26 December 2003

Gary L. Francione on PETA's Sexism

[I]n recent years, the promotion of animal causes has increasingly relied on sexist and racist imagery. For example, the fur campaign has from the outset been tainted by sexism. The trapping or ranching of animals for fur is certainly barbaric and immoral, but fur is no more or less morally obnoxious than leather or wool. The primary difference is that furs are worn by women, and wool and leather, although also worn by women, are worn by virtually all men. Fur became an early target of the animal rights movement, and from the outset the imagery was, not unexpectedly, sexist. An early poster shows a pair of women's legs (no torso, no head, just legs) clothed in black stockings and spiked high heels. The woman is dragging a fur coat, which is trailing blood. The caption read, "It takes up to 40 dumb animals to make a fur coat. But only one to wear it." And in the nineties, PETA has promoted its "I'd rather go naked than wear fur" ads, featuring billboards with naked models, as well as demonstrations in which women appear naked. In one particularly notable example, a PETA staff person "stripped" on Howard Stern's radio station in order to make her point about fur, and Stern described each phase of the event in considerable detail.
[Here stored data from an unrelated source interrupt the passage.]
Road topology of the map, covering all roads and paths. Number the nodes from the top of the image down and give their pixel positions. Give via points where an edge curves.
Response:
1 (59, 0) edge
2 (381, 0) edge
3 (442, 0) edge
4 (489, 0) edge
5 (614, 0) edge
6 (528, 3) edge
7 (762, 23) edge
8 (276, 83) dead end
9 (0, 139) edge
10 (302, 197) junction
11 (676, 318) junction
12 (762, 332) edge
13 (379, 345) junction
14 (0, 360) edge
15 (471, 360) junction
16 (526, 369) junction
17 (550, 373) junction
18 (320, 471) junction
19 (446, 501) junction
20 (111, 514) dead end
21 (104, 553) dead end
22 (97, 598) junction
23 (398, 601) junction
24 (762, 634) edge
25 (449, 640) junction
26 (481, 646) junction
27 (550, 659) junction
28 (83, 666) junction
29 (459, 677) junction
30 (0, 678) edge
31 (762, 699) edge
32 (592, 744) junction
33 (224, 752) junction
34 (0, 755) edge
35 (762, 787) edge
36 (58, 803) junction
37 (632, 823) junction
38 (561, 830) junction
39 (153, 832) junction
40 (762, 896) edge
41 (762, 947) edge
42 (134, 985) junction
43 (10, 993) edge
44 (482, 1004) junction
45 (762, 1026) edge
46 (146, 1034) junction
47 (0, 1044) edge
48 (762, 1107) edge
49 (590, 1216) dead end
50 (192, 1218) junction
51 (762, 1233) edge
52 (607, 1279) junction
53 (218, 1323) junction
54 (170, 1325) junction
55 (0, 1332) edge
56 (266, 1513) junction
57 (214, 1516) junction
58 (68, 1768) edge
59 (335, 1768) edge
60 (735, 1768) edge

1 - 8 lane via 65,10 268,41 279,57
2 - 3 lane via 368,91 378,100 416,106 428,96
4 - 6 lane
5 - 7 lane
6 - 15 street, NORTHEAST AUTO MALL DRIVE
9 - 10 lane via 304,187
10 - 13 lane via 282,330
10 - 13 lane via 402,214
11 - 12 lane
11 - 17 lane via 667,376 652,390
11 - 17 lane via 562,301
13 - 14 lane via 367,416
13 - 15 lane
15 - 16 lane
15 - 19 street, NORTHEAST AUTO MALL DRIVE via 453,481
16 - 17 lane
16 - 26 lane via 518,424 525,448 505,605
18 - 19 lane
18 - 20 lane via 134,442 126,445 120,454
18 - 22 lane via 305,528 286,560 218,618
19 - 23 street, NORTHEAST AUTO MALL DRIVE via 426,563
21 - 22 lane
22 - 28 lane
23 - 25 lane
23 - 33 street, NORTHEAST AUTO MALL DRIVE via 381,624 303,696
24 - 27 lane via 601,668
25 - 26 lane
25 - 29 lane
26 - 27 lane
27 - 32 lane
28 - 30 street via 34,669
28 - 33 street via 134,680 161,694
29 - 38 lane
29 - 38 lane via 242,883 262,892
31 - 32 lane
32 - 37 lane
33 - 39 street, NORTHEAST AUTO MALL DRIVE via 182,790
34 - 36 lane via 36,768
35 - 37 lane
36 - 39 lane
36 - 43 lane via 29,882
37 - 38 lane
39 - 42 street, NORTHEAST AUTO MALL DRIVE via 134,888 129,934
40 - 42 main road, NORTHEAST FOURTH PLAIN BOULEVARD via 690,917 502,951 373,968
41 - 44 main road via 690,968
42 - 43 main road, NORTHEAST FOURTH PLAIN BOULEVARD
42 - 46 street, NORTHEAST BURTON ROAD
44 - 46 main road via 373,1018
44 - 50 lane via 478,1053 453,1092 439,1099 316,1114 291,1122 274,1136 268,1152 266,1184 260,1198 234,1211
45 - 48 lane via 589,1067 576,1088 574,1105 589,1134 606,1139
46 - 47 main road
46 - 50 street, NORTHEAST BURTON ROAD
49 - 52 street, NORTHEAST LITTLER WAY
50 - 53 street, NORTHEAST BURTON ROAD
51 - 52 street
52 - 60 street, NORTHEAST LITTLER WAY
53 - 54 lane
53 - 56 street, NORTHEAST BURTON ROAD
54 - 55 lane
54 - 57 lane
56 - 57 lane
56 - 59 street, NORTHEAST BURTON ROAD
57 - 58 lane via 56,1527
Unfortunately, some animal advocates have harassed women wearing furs. The fur industry is certainly indefensible according to any moral standard (other than an extreme form of ethical egoism), but using sexist imagery or assaults on women to make that point is extremely problematic not only because it is violent but because men wearing their expensive wool suits need not worry about animal rights advocates harassing them.

(Gary L. Francione, Rain Without Thunder: The Ideology of the Animal Rights Movement [Philadelphia: Temple University Press, 1996], 74-5 [footnote omitted])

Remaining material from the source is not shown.